Addiction traditionally was defined as "a chronic, relapsing disease characterized by compulsive drug seeking and abuse and by long-lasting changes in the brain," by the National Institute of Drug Abuse. Scientists have come to understand addiction as not confined to alcohol and drugs. Broader definitions of what produces addiction are necessary to account for the variety of compulsive behaviors in youth and adults that, like drug and alcohol abuse, persist despite harmful consequences. While gambling certainly occurs without compulsiveness or harm, just as drinking does, both carry the risk of addiction. Some predictable percentage of people who use or gamble will escalate to the uncontrolled behaviors that cause profound distress and disruption in their lives as well as that of their families and communities. The need to manage these addictive behaviors has produced not only AA (Alcoholics Anonymous) and NA (Narcotics Anonymous) but also GA (Gamblers Anonymous).

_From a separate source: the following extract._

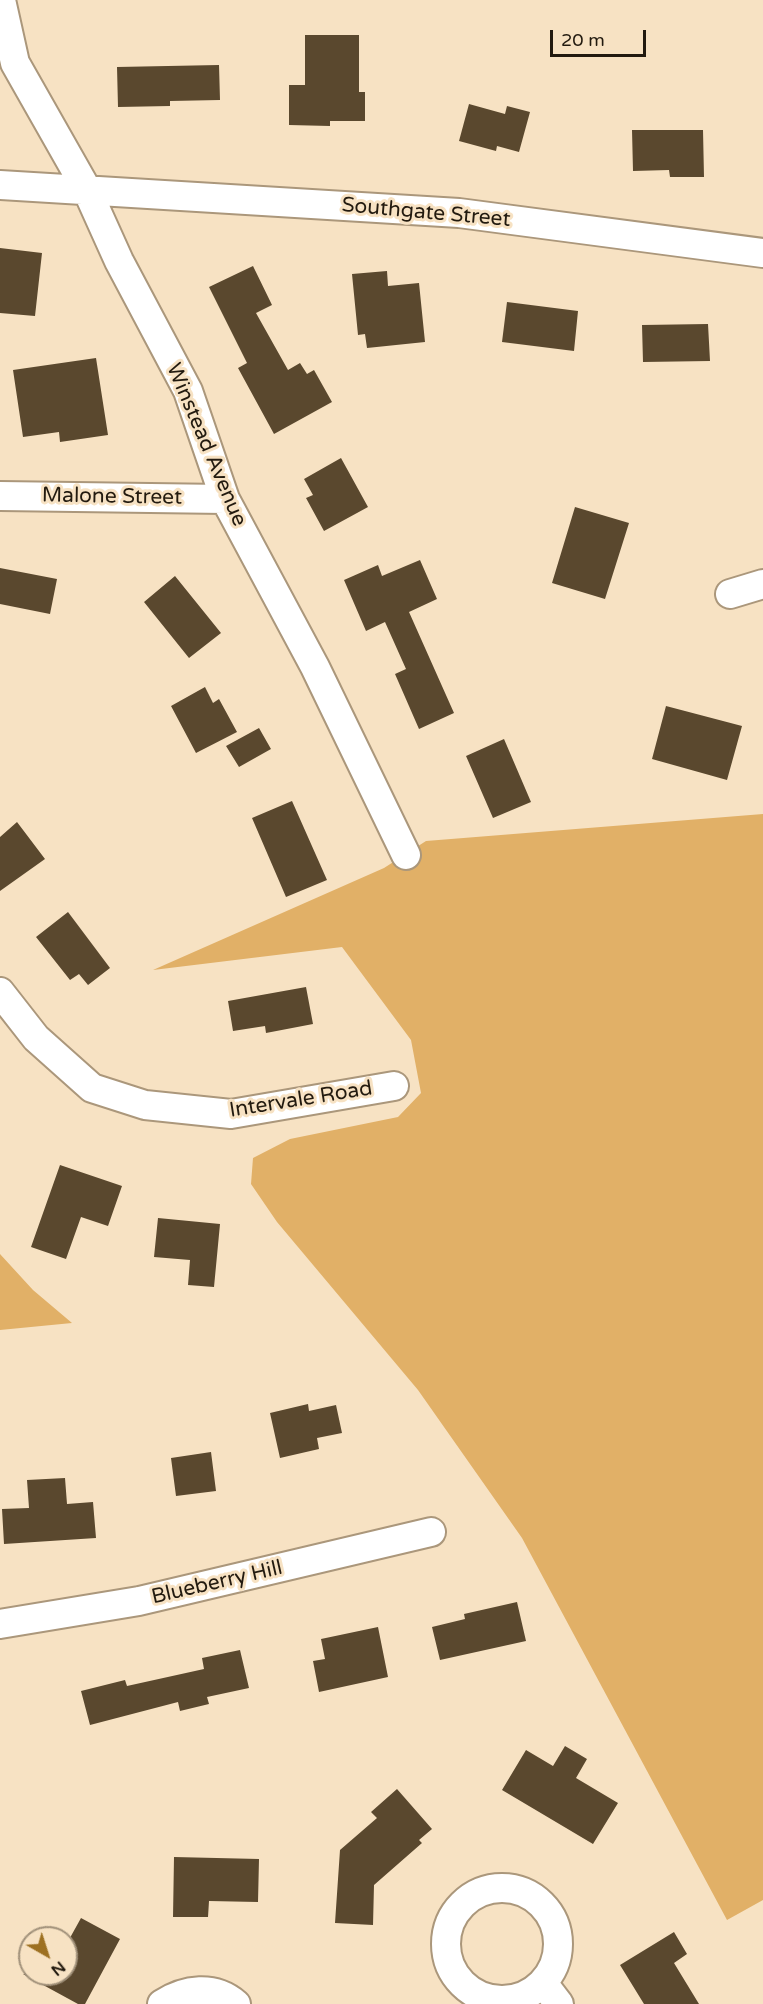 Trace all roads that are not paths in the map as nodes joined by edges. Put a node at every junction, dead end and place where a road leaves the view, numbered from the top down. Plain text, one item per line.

The Director of the National Institute on Drug Abuse, Dr. Nora Volkow, has written that there is good evidence for non-substance induced addictions. Dr. Volkow wrote the brain is:

"... composed of a finite number of circuits for ... rewarding desirable experiences ... So it is almost by necessity that we'll find significant overlaps in the circuits that mediate various forms of compulsive behaviors. We have yet to work out the details and the all important differences, but it stands to reason that there will be many manifestations of what we can call diseases of addiction. Thus, addiction to sex, gambling, alcohol, illicit drugs, shopping, video games, etc. all result from some degree of dysfunction in the ability of the brain to properly process what is salient, accurately predict and value reward, and inhibit emotional reactivity or deleterious behavior."

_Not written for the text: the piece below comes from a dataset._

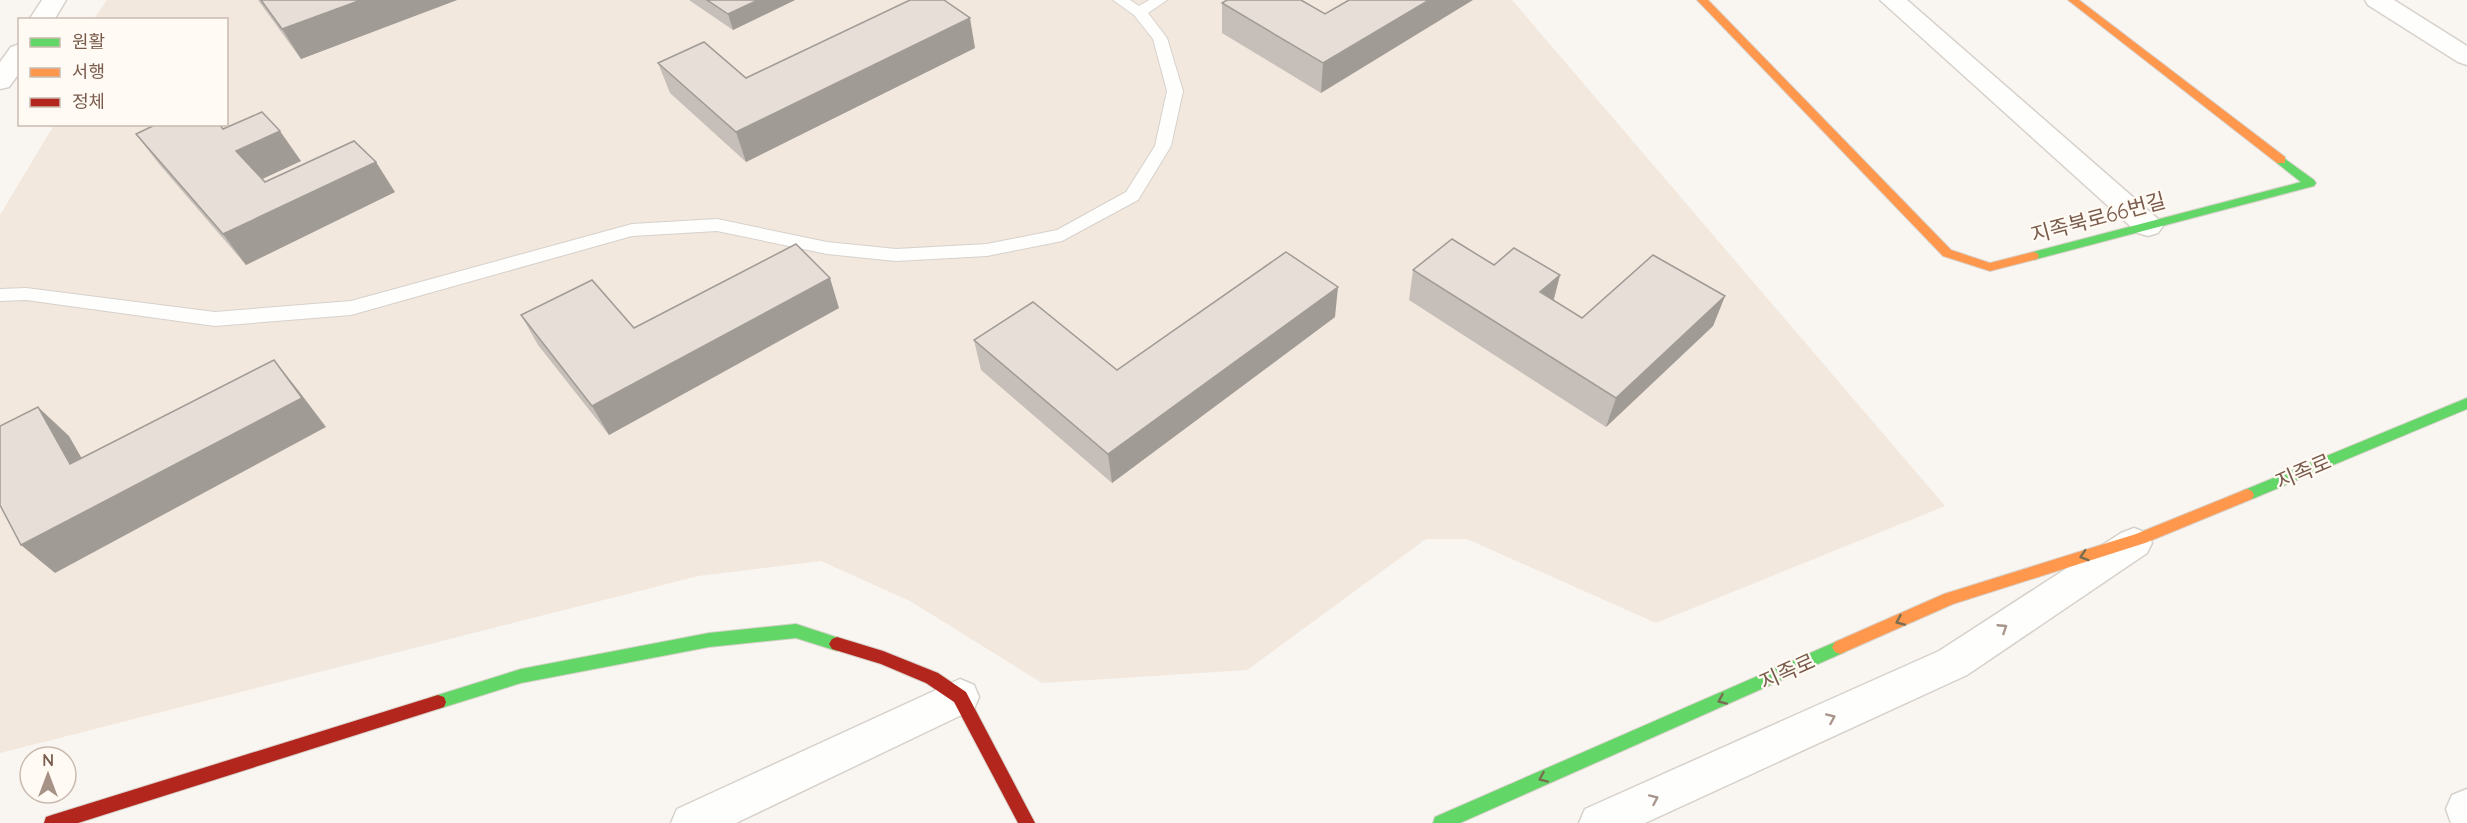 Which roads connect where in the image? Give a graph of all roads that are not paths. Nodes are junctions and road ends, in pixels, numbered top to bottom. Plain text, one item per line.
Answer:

In casinos for kids, in addition to the games there are drinks and food everywhere you turn: high-sugar and high-fat foods, including huge glasses of sugary beverages, nachos and potato skins in which cheese and bacon swim, sour cream like it was running water, and chicken and buffalo wings as plentiful as kudzu. These foods fuel the brain and body for the high intensity, electronic world of video games (and the few retro toss-the-ball games embedded among the digital delights). These are foods that antecede (and later accompany) the nicotine and alcohol that youth will graduate to further stimulate the reward centers of the brain.

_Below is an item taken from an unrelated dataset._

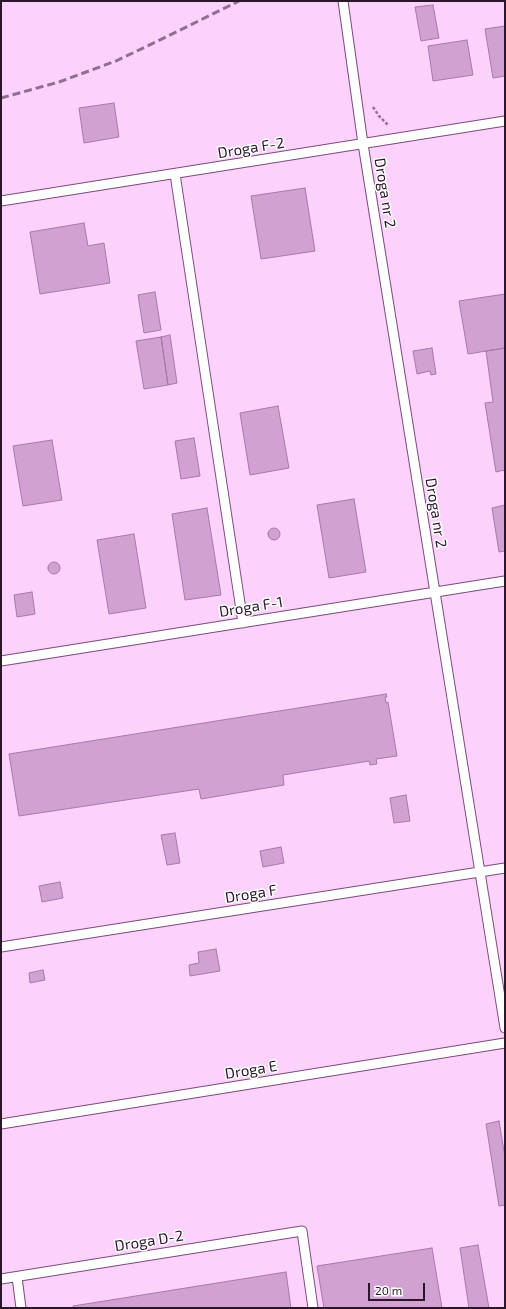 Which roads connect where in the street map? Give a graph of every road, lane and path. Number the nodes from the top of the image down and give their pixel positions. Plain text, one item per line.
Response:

There is also the paper gaming tickets of varying values in casinos for kids. Youth and adult players buy these at a gazebo located at the very center of the well of machines so there is never far to walk to convert paper money for valueless paper that lets you play. The tickets are paper versions of gambling chips, of course. There is a store at the rear where wads of tickets can be exchanged for stuffed toys of every color in the rainbow. The machines are programmed to let some win, some of the time, just like in any casino. But make no mistake: The house always wins.

Brilliant, I thought. The gaming (gambling) industry has developed and propagated youth gaming centers, gambling prep schools if you will, which can serve as gateways to adult casinos and breeding grounds for compulsive gambling. I'll bet that the rates of compulsive gambling and video game addiction will increase in the years to come. In fact, I'll give you odds.